▸ **WHAT NEEDS TO BE DONE**: Say only the number of lines in the entries below that contain "Alfred".

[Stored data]

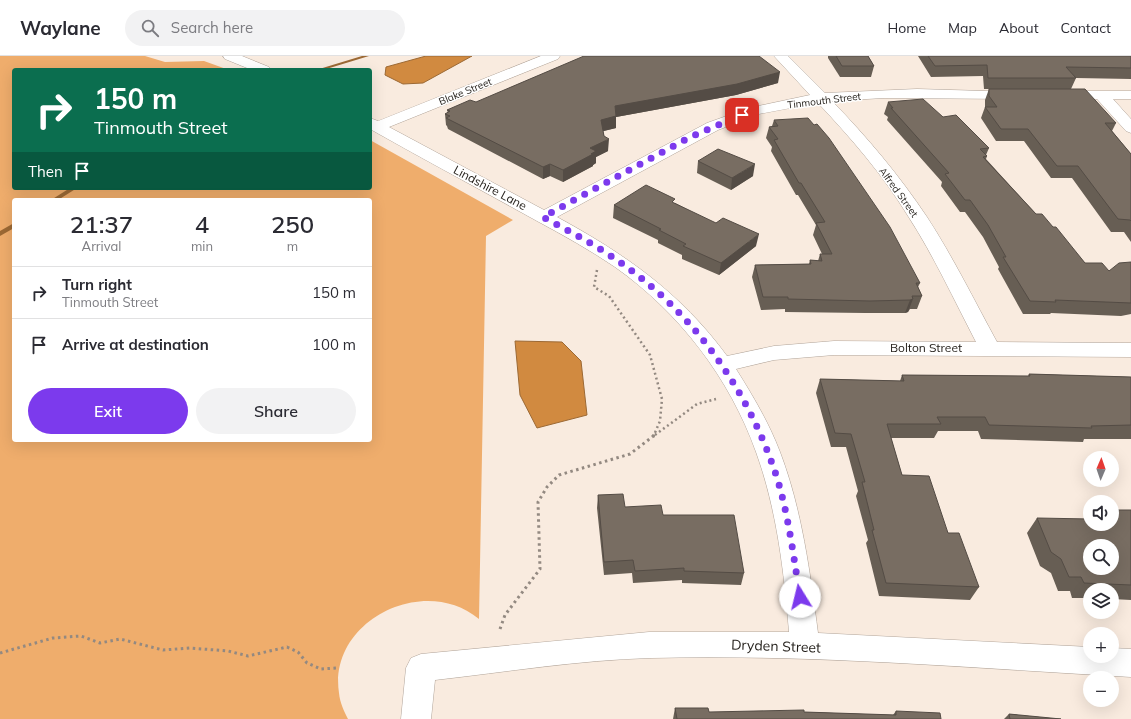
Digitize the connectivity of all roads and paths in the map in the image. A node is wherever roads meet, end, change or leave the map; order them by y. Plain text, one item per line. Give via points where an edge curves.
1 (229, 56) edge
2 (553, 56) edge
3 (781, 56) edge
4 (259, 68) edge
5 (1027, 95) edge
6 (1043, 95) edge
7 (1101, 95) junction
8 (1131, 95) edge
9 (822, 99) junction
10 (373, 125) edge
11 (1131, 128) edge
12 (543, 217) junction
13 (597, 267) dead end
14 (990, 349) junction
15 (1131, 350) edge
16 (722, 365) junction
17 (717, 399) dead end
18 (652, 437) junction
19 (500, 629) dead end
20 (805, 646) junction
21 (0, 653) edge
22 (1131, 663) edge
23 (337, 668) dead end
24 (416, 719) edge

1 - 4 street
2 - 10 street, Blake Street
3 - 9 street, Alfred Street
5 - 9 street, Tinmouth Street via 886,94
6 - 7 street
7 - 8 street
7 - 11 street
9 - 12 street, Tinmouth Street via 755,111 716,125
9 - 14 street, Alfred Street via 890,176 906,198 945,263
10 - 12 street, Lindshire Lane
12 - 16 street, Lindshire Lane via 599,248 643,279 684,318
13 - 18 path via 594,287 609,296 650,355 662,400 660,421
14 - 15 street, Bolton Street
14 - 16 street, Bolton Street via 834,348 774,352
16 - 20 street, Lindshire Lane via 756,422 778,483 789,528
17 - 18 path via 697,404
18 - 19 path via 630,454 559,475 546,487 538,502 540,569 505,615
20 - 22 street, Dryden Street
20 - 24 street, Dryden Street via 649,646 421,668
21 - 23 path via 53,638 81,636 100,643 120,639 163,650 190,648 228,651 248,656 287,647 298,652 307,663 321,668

▸ **ANSWER TO THIS TASK**: 2